▸ SUPPLIED MATERIAL:
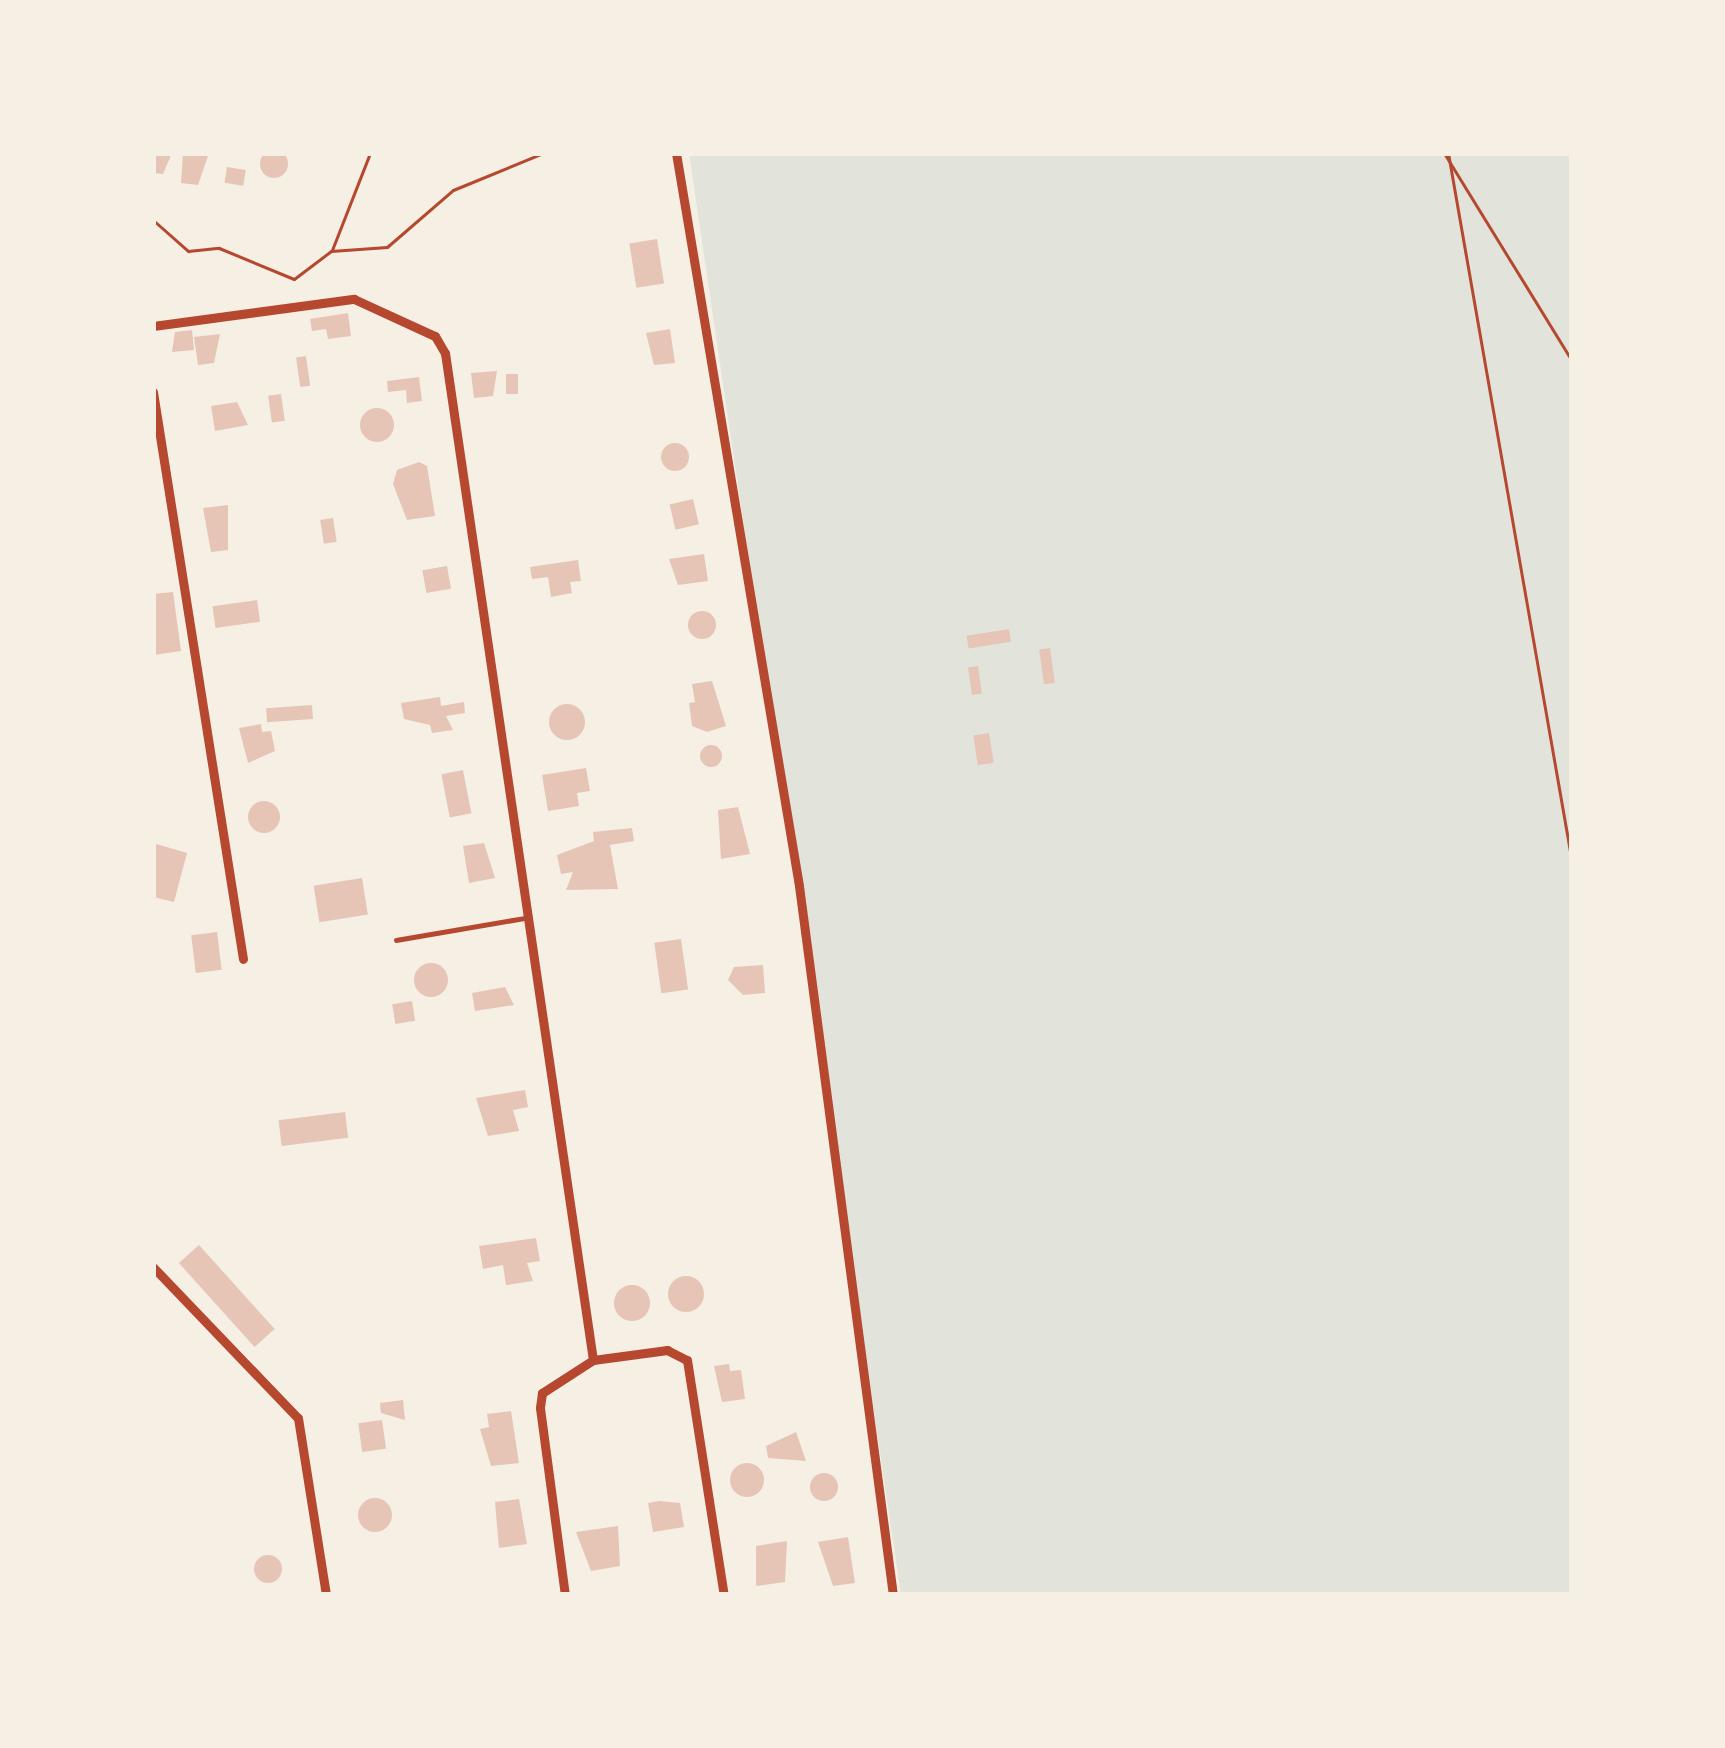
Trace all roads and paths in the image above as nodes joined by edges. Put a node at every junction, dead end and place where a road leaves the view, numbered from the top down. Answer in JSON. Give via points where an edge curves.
{"nodes":[{"id":1,"x":370,"y":153,"type":"edge"},
{"id":2,"x":543,"y":153,"type":"edge"},
{"id":3,"x":676,"y":153,"type":"edge"},
{"id":4,"x":1446,"y":153,"type":"edge"},
{"id":5,"x":1449,"y":161,"type":"junction"},
{"id":6,"x":153,"y":220,"type":"edge"},
{"id":7,"x":331,"y":251,"type":"junction"},
{"id":8,"x":153,"y":326,"type":"edge"},
{"id":9,"x":1572,"y":362,"type":"edge"},
{"id":10,"x":153,"y":392,"type":"edge"},
{"id":11,"x":1572,"y":863,"type":"edge"},
{"id":12,"x":525,"y":918,"type":"junction"},
{"id":13,"x":396,"y":940,"type":"dead end"},
{"id":14,"x":243,"y":959,"type":"dead end"},
{"id":15,"x":153,"y":1267,"type":"edge"},
{"id":16,"x":593,"y":1360,"type":"junction"},
{"id":17,"x":326,"y":1595,"type":"edge"},
{"id":18,"x":565,"y":1595,"type":"edge"},
{"id":19,"x":724,"y":1595,"type":"edge"},
{"id":20,"x":893,"y":1595,"type":"edge"}],
"edges":[{"from":1,"to":7,"type":"path"},
{"from":2,"to":7,"type":"path","via":[[453,190],[387,247]]},
{"from":3,"to":20,"type":"street","via":[[799,886]]},
{"from":4,"to":5,"type":"path"},
{"from":5,"to":9,"type":"path"},
{"from":5,"to":11,"type":"path"},
{"from":6,"to":7,"type":"path","via":[[188,251],[218,248],[284,280]]},
{"from":8,"to":12,"type":"street","via":[[354,298],[435,336],[446,353]]},
{"from":10,"to":14,"type":"street"},
{"from":12,"to":13,"type":"lane"},
{"from":12,"to":16,"type":"street"},
{"from":15,"to":17,"type":"street","via":[[298,1418]]},
{"from":16,"to":18,"type":"street","via":[[542,1393],[539,1408]]},
{"from":16,"to":19,"type":"street","via":[[667,1350],[688,1360]]}]}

▸ TASK BRIEF:
Print every line above exactly as given, but not the pictures.

▸ SOLVED PROBLEM:
Trace all roads and paths in the image above as nodes joined by edges. Put a node at every junction, dead end and place where a road leaves the view, numbered from the top down. Answer in JSON. Give via points where an edge curves.
{"nodes":[{"id":1,"x":370,"y":153,"type":"edge"},
{"id":2,"x":543,"y":153,"type":"edge"},
{"id":3,"x":676,"y":153,"type":"edge"},
{"id":4,"x":1446,"y":153,"type":"edge"},
{"id":5,"x":1449,"y":161,"type":"junction"},
{"id":6,"x":153,"y":220,"type":"edge"},
{"id":7,"x":331,"y":251,"type":"junction"},
{"id":8,"x":153,"y":326,"type":"edge"},
{"id":9,"x":1572,"y":362,"type":"edge"},
{"id":10,"x":153,"y":392,"type":"edge"},
{"id":11,"x":1572,"y":863,"type":"edge"},
{"id":12,"x":525,"y":918,"type":"junction"},
{"id":13,"x":396,"y":940,"type":"dead end"},
{"id":14,"x":243,"y":959,"type":"dead end"},
{"id":15,"x":153,"y":1267,"type":"edge"},
{"id":16,"x":593,"y":1360,"type":"junction"},
{"id":17,"x":326,"y":1595,"type":"edge"},
{"id":18,"x":565,"y":1595,"type":"edge"},
{"id":19,"x":724,"y":1595,"type":"edge"},
{"id":20,"x":893,"y":1595,"type":"edge"}],
"edges":[{"from":1,"to":7,"type":"path"},
{"from":2,"to":7,"type":"path","via":[[453,190],[387,247]]},
{"from":3,"to":20,"type":"street","via":[[799,886]]},
{"from":4,"to":5,"type":"path"},
{"from":5,"to":9,"type":"path"},
{"from":5,"to":11,"type":"path"},
{"from":6,"to":7,"type":"path","via":[[188,251],[218,248],[284,280]]},
{"from":8,"to":12,"type":"street","via":[[354,298],[435,336],[446,353]]},
{"from":10,"to":14,"type":"street"},
{"from":12,"to":13,"type":"lane"},
{"from":12,"to":16,"type":"street"},
{"from":15,"to":17,"type":"street","via":[[298,1418]]},
{"from":16,"to":18,"type":"street","via":[[542,1393],[539,1408]]},
{"from":16,"to":19,"type":"street","via":[[667,1350],[688,1360]]}]}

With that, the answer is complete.